◆ PROBLEM DETAILS
Any picture in the material should be left out, while all other lines are copied exactly.

::::

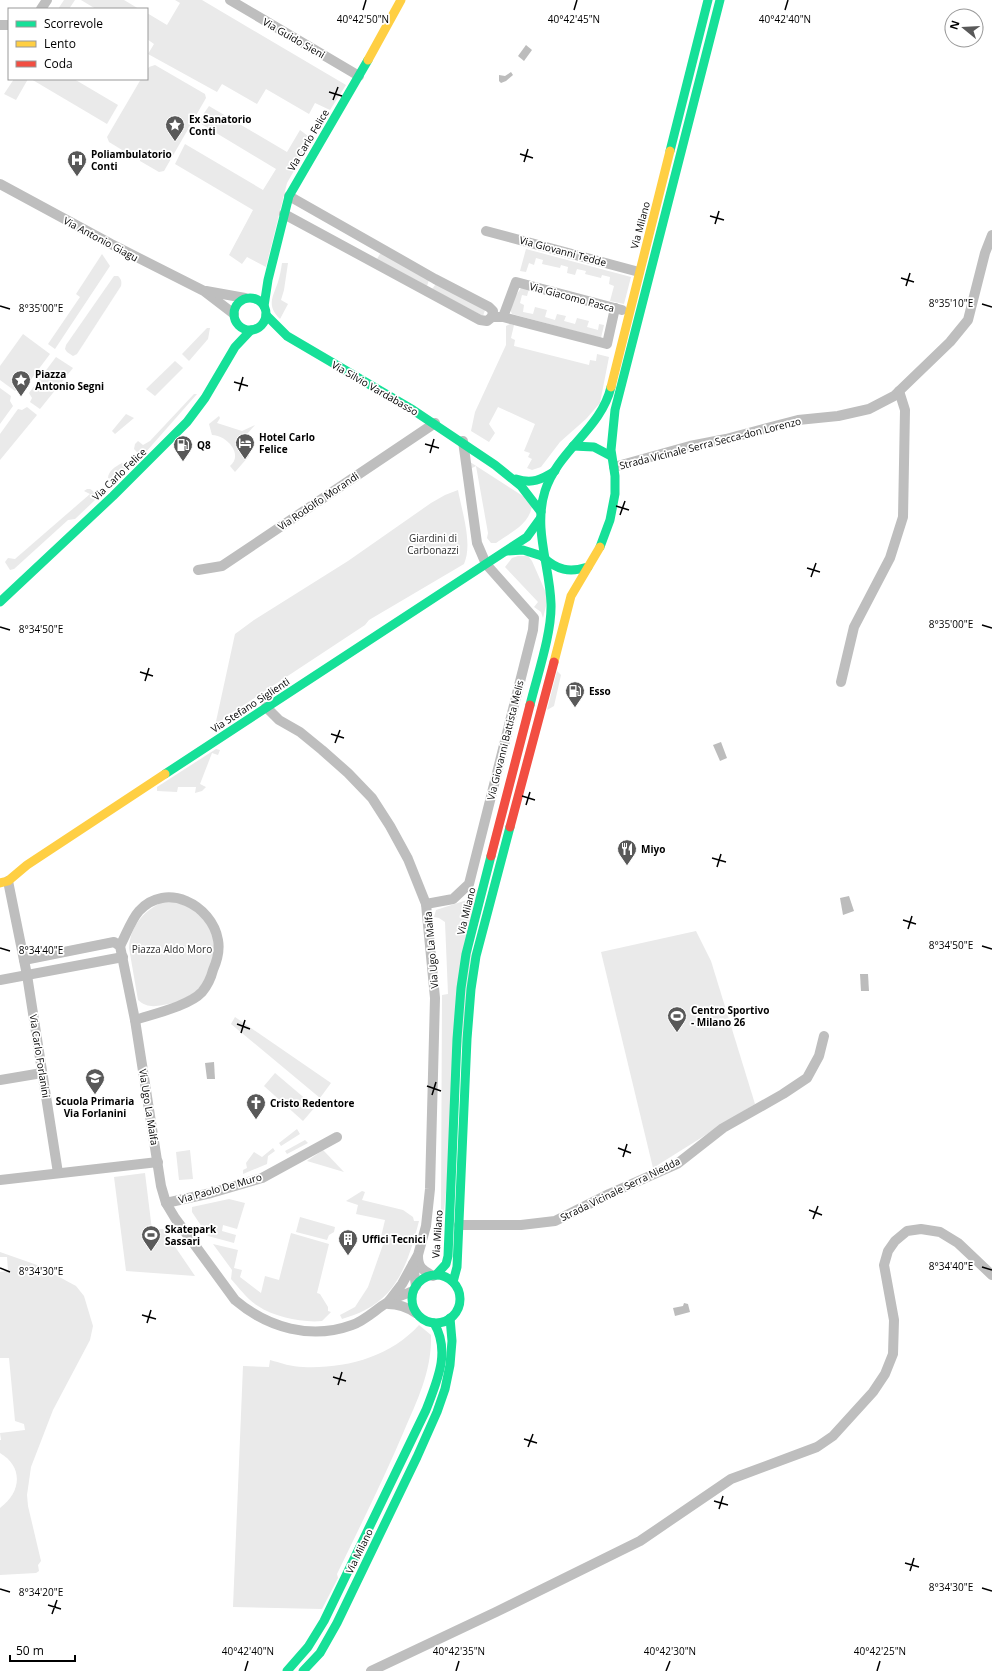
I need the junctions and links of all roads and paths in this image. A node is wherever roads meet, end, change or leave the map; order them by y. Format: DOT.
graph roads {
  1 [pos="230,0"];
  2 [pos="401,0"];
  3 [pos="708,0"];
  4 [pos="720,0"];
  5 [pos="359,76"];
  6 [pos="0,184"];
  7 [pos="290,196"];
  8 [pos="309,208"];
  9 [pos="284,214"];
  10 [pos="301,222"];
  11 [pos="486,231"];
  12 [pos="992,235"];
  13 [pos="377,246"];
  14 [pos="369,260"];
  15 [pos="639,272"];
  16 [pos="435,279"];
  17 [pos="268,280"];
  18 [pos="204,291"];
  19 [pos="427,292"];
  20 [pos="249,298"];
  21 [pos="615,308"];
  22 [pos="265,311"];
  23 [pos="629,312"];
  24 [pos="234,314"];
  25 [pos="492,317"];
  26 [pos="503,317"];
  27 [pos="238,325"];
  28 [pos="253,330"];
  29 [pos="287,336"];
  30 [pos="235,347"];
  31 [pos="899,391"];
  32 [pos="435,423"];
  33 [pos="462,441"];
  34 [pos="573,446"];
  35 [pos="611,456"];
  36 [pos="614,467"];
  37 [pos="555,471"];
  38 [pos="513,478"];
  39 [pos="540,516"];
  40 [pos="506,551"];
  41 [pos="543,556"];
  42 [pos="486,564"];
  43 [pos="588,567"];
  44 [pos="198,570"];
  45 [pos="0,602"];
  46 [pos="841,682"];
  47 [pos="266,708"];
  48 [pos="4,882"];
  49 [pos="426,904"];
  50 [pos="120,946"];
  51 [pos="123,957"];
  52 [pos="24,960"];
  53 [pos="27,975"];
  54 [pos="0,980"];
  55 [pos="135,1020"];
  56 [pos="824,1036"];
  57 [pos="42,1073"];
  58 [pos="0,1080"];
  59 [pos="337,1136"];
  60 [pos="158,1162"];
  61 [pos="58,1173"];
  62 [pos="0,1180"];
  63 [pos="166,1203"];
  64 [pos="459,1225"];
  65 [pos="415,1259"];
  66 [pos="435,1275"];
  67 [pos="992,1275"];
  68 [pos="453,1282"];
  69 [pos="414,1289"];
  70 [pos="386,1303"];
  71 [pos="416,1313"];
  72 [pos="450,1318"];
  73 [pos="434,1323"];
  74 [pos="287,1671"];
  75 [pos="303,1671"];
  76 [pos="371,1671"];
  1 -- 5 [label="street, Via Guido Sieni"];
  2 -- 5 [label="main road, Via Carlo Felice"];
  3 -- 15 [label="main road, Via Milano"];
  4 -- 35 [label="main road"];
  5 -- 7 [label="main road, Via Carlo Felice"];
  6 -- 18 [label="street, Via Antonio Giagu"];
  7 -- 8 [label="street"];
  7 -- 9 [label="main road, Via Carlo Felice"];
  8 -- 10 [label="street"];
  8 -- 13 [label="street"];
  9 -- 10 [label="street"];
  9 -- 17 [label="main road, Via Carlo Felice"];
  10 -- 14 [label="street"];
  11 -- 15 [label="street, Via Giovanni Tedde"];
  12 -- 31 [label="street, Strada Vicinale Serra Secca-don Lorenzo"];
  13 -- 14 [label="street"];
  13 -- 16 [label="street"];
  14 -- 19 [label="street"];
  15 -- 23 [label="main road, Via Milano"];
  16 -- 19 [label="street"];
  16 -- 25 [label="street"];
  17 -- 20 [label="main road, Via Carlo Felice"];
  17 -- 22 [label="main road, Via Carlo Felice"];
  18 -- 20 [label="street, Via Antonio Giagu"];
  18 -- 24 [label="street, Via Antonio Giagu"];
  19 -- 25 [label="street"];
  20 -- 22 [label="main road"];
  20 -- 24 [label="main road"];
  21 -- 23 [label="street, Via Giacomo Pasca"];
  21 -- 26 [label="street, Via Giacomo Pasca"];
  21 -- 26 [label="street"];
  22 -- 28 [label="main road"];
  22 -- 29 [label="main road, Via Silvio Vardabasso"];
  23 -- 34 [label="main road, Via Milano"];
  24 -- 27 [label="main road"];
  25 -- 26 [label="street"];
  27 -- 28 [label="main road"];
  27 -- 30 [label="main road, Via Carlo Felice"];
  28 -- 29 [label="main road, Via Silvio Vardabasso"];
  28 -- 30 [label="main road, Via Carlo Felice"];
  29 -- 32 [label="main road, Via Silvio Vardabasso"];
  30 -- 45 [label="main road, Via Carlo Felice"];
  31 -- 36 [label="street, Strada Vicinale Serra Secca-don Lorenzo"];
  31 -- 46 [label="street"];
  32 -- 33 [label="main road, Via Silvio Vardabasso"];
  32 -- 44 [label="street, Via Rodolfo Morandi"];
  33 -- 38 [label="main road, Via Silvio Vardabasso"];
  33 -- 42 [label="street"];
  34 -- 35 [label="main road"];
  34 -- 37 [label="main road, Via Milano"];
  35 -- 36 [label="main road, Via Milano"];
  36 -- 43 [label="main road, Via Milano"];
  37 -- 38 [label="main road, Via Silvio Vardabasso"];
  37 -- 39 [label="main road"];
  38 -- 39 [label="main road, Via Silvio Vardabasso"];
  39 -- 40 [label="main road, Via Stefano Siglienti"];
  39 -- 41 [label="main road, Via Milano"];
  40 -- 41 [label="main road"];
  40 -- 42 [label="main road, Via Stefano Siglienti"];
  41 -- 43 [label="main road"];
  41 -- 66 [label="main road, Via Milano"];
  42 -- 47 [label="main road, Via Stefano Siglienti"];
  42 -- 49 [label="street, Via Giovanni Battista Melis"];
  43 -- 64 [label="main road, Via Milano"];
  47 -- 48 [label="main road, Via Stefano Siglienti"];
  47 -- 49 [label="street, Via Ugo La Malfa"];
  48 -- 52 [label="street, Via Carlo Forlanini"];
  49 -- 65 [label="street, Via Ugo La Malfa"];
  50 -- 51 [label="street, Via Ugo La Malfa"];
  50 -- 52 [label="street"];
  50 -- 55 [label="street"];
  51 -- 53 [label="street"];
  51 -- 55 [label="street, Via Ugo La Malfa"];
  52 -- 53 [label="street, Via Carlo Forlanini"];
  53 -- 54 [label="street"];
  53 -- 57 [label="street, Via Carlo Forlanini"];
  55 -- 60 [label="street, Via Ugo La Malfa"];
  56 -- 64 [label="street, Strada Vicinale Serra Niedda"];
  57 -- 58 [label="street"];
  57 -- 61 [label="street, Via Carlo Forlanini"];
  59 -- 63 [label="street, Via Paolo De Muro"];
  60 -- 61 [label="street"];
  60 -- 63 [label="street, Via Ugo La Malfa"];
  61 -- 62 [label="street"];
  63 -- 70 [label="street, Via Ugo La Malfa"];
  64 -- 68 [label="main road, Via Milano"];
  65 -- 66 [label="street"];
  65 -- 69 [label="street, Via Ugo La Malfa"];
  65 -- 70 [label="street"];
  66 -- 68 [label="main road"];
  66 -- 69 [label="main road"];
  67 -- 76 [label="street"];
  68 -- 72 [label="main road"];
  69 -- 70 [label="street, Via Ugo La Malfa"];
  69 -- 71 [label="main road"];
  70 -- 71 [label="street"];
  71 -- 73 [label="main road"];
  72 -- 73 [label="main road"];
  72 -- 75 [label="main road, Via Milano"];
  73 -- 74 [label="main road, Via Milano"];
}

::::

◆ FINISHED EXERCISE
I need the junctions and links of all roads and paths in this image. A node is wherever roads meet, end, change or leave the map; order them by y. Format: DOT.
graph roads {
  1 [pos="230,0"];
  2 [pos="401,0"];
  3 [pos="708,0"];
  4 [pos="720,0"];
  5 [pos="359,76"];
  6 [pos="0,184"];
  7 [pos="290,196"];
  8 [pos="309,208"];
  9 [pos="284,214"];
  10 [pos="301,222"];
  11 [pos="486,231"];
  12 [pos="992,235"];
  13 [pos="377,246"];
  14 [pos="369,260"];
  15 [pos="639,272"];
  16 [pos="435,279"];
  17 [pos="268,280"];
  18 [pos="204,291"];
  19 [pos="427,292"];
  20 [pos="249,298"];
  21 [pos="615,308"];
  22 [pos="265,311"];
  23 [pos="629,312"];
  24 [pos="234,314"];
  25 [pos="492,317"];
  26 [pos="503,317"];
  27 [pos="238,325"];
  28 [pos="253,330"];
  29 [pos="287,336"];
  30 [pos="235,347"];
  31 [pos="899,391"];
  32 [pos="435,423"];
  33 [pos="462,441"];
  34 [pos="573,446"];
  35 [pos="611,456"];
  36 [pos="614,467"];
  37 [pos="555,471"];
  38 [pos="513,478"];
  39 [pos="540,516"];
  40 [pos="506,551"];
  41 [pos="543,556"];
  42 [pos="486,564"];
  43 [pos="588,567"];
  44 [pos="198,570"];
  45 [pos="0,602"];
  46 [pos="841,682"];
  47 [pos="266,708"];
  48 [pos="4,882"];
  49 [pos="426,904"];
  50 [pos="120,946"];
  51 [pos="123,957"];
  52 [pos="24,960"];
  53 [pos="27,975"];
  54 [pos="0,980"];
  55 [pos="135,1020"];
  56 [pos="824,1036"];
  57 [pos="42,1073"];
  58 [pos="0,1080"];
  59 [pos="337,1136"];
  60 [pos="158,1162"];
  61 [pos="58,1173"];
  62 [pos="0,1180"];
  63 [pos="166,1203"];
  64 [pos="459,1225"];
  65 [pos="415,1259"];
  66 [pos="435,1275"];
  67 [pos="992,1275"];
  68 [pos="453,1282"];
  69 [pos="414,1289"];
  70 [pos="386,1303"];
  71 [pos="416,1313"];
  72 [pos="450,1318"];
  73 [pos="434,1323"];
  74 [pos="287,1671"];
  75 [pos="303,1671"];
  76 [pos="371,1671"];
  1 -- 5 [label="street, Via Guido Sieni"];
  2 -- 5 [label="main road, Via Carlo Felice"];
  3 -- 15 [label="main road, Via Milano"];
  4 -- 35 [label="main road"];
  5 -- 7 [label="main road, Via Carlo Felice"];
  6 -- 18 [label="street, Via Antonio Giagu"];
  7 -- 8 [label="street"];
  7 -- 9 [label="main road, Via Carlo Felice"];
  8 -- 10 [label="street"];
  8 -- 13 [label="street"];
  9 -- 10 [label="street"];
  9 -- 17 [label="main road, Via Carlo Felice"];
  10 -- 14 [label="street"];
  11 -- 15 [label="street, Via Giovanni Tedde"];
  12 -- 31 [label="street, Strada Vicinale Serra Secca-don Lorenzo"];
  13 -- 14 [label="street"];
  13 -- 16 [label="street"];
  14 -- 19 [label="street"];
  15 -- 23 [label="main road, Via Milano"];
  16 -- 19 [label="street"];
  16 -- 25 [label="street"];
  17 -- 20 [label="main road, Via Carlo Felice"];
  17 -- 22 [label="main road, Via Carlo Felice"];
  18 -- 20 [label="street, Via Antonio Giagu"];
  18 -- 24 [label="street, Via Antonio Giagu"];
  19 -- 25 [label="street"];
  20 -- 22 [label="main road"];
  20 -- 24 [label="main road"];
  21 -- 23 [label="street, Via Giacomo Pasca"];
  21 -- 26 [label="street, Via Giacomo Pasca"];
  21 -- 26 [label="street"];
  22 -- 28 [label="main road"];
  22 -- 29 [label="main road, Via Silvio Vardabasso"];
  23 -- 34 [label="main road, Via Milano"];
  24 -- 27 [label="main road"];
  25 -- 26 [label="street"];
  27 -- 28 [label="main road"];
  27 -- 30 [label="main road, Via Carlo Felice"];
  28 -- 29 [label="main road, Via Silvio Vardabasso"];
  28 -- 30 [label="main road, Via Carlo Felice"];
  29 -- 32 [label="main road, Via Silvio Vardabasso"];
  30 -- 45 [label="main road, Via Carlo Felice"];
  31 -- 36 [label="street, Strada Vicinale Serra Secca-don Lorenzo"];
  31 -- 46 [label="street"];
  32 -- 33 [label="main road, Via Silvio Vardabasso"];
  32 -- 44 [label="street, Via Rodolfo Morandi"];
  33 -- 38 [label="main road, Via Silvio Vardabasso"];
  33 -- 42 [label="street"];
  34 -- 35 [label="main road"];
  34 -- 37 [label="main road, Via Milano"];
  35 -- 36 [label="main road, Via Milano"];
  36 -- 43 [label="main road, Via Milano"];
  37 -- 38 [label="main road, Via Silvio Vardabasso"];
  37 -- 39 [label="main road"];
  38 -- 39 [label="main road, Via Silvio Vardabasso"];
  39 -- 40 [label="main road, Via Stefano Siglienti"];
  39 -- 41 [label="main road, Via Milano"];
  40 -- 41 [label="main road"];
  40 -- 42 [label="main road, Via Stefano Siglienti"];
  41 -- 43 [label="main road"];
  41 -- 66 [label="main road, Via Milano"];
  42 -- 47 [label="main road, Via Stefano Siglienti"];
  42 -- 49 [label="street, Via Giovanni Battista Melis"];
  43 -- 64 [label="main road, Via Milano"];
  47 -- 48 [label="main road, Via Stefano Siglienti"];
  47 -- 49 [label="street, Via Ugo La Malfa"];
  48 -- 52 [label="street, Via Carlo Forlanini"];
  49 -- 65 [label="street, Via Ugo La Malfa"];
  50 -- 51 [label="street, Via Ugo La Malfa"];
  50 -- 52 [label="street"];
  50 -- 55 [label="street"];
  51 -- 53 [label="street"];
  51 -- 55 [label="street, Via Ugo La Malfa"];
  52 -- 53 [label="street, Via Carlo Forlanini"];
  53 -- 54 [label="street"];
  53 -- 57 [label="street, Via Carlo Forlanini"];
  55 -- 60 [label="street, Via Ugo La Malfa"];
  56 -- 64 [label="street, Strada Vicinale Serra Niedda"];
  57 -- 58 [label="street"];
  57 -- 61 [label="street, Via Carlo Forlanini"];
  59 -- 63 [label="street, Via Paolo De Muro"];
  60 -- 61 [label="street"];
  60 -- 63 [label="street, Via Ugo La Malfa"];
  61 -- 62 [label="street"];
  63 -- 70 [label="street, Via Ugo La Malfa"];
  64 -- 68 [label="main road, Via Milano"];
  65 -- 66 [label="street"];
  65 -- 69 [label="street, Via Ugo La Malfa"];
  65 -- 70 [label="street"];
  66 -- 68 [label="main road"];
  66 -- 69 [label="main road"];
  67 -- 76 [label="street"];
  68 -- 72 [label="main road"];
  69 -- 70 [label="street, Via Ugo La Malfa"];
  69 -- 71 [label="main road"];
  70 -- 71 [label="street"];
  71 -- 73 [label="main road"];
  72 -- 73 [label="main road"];
  72 -- 75 [label="main road, Via Milano"];
  73 -- 74 [label="main road, Via Milano"];
}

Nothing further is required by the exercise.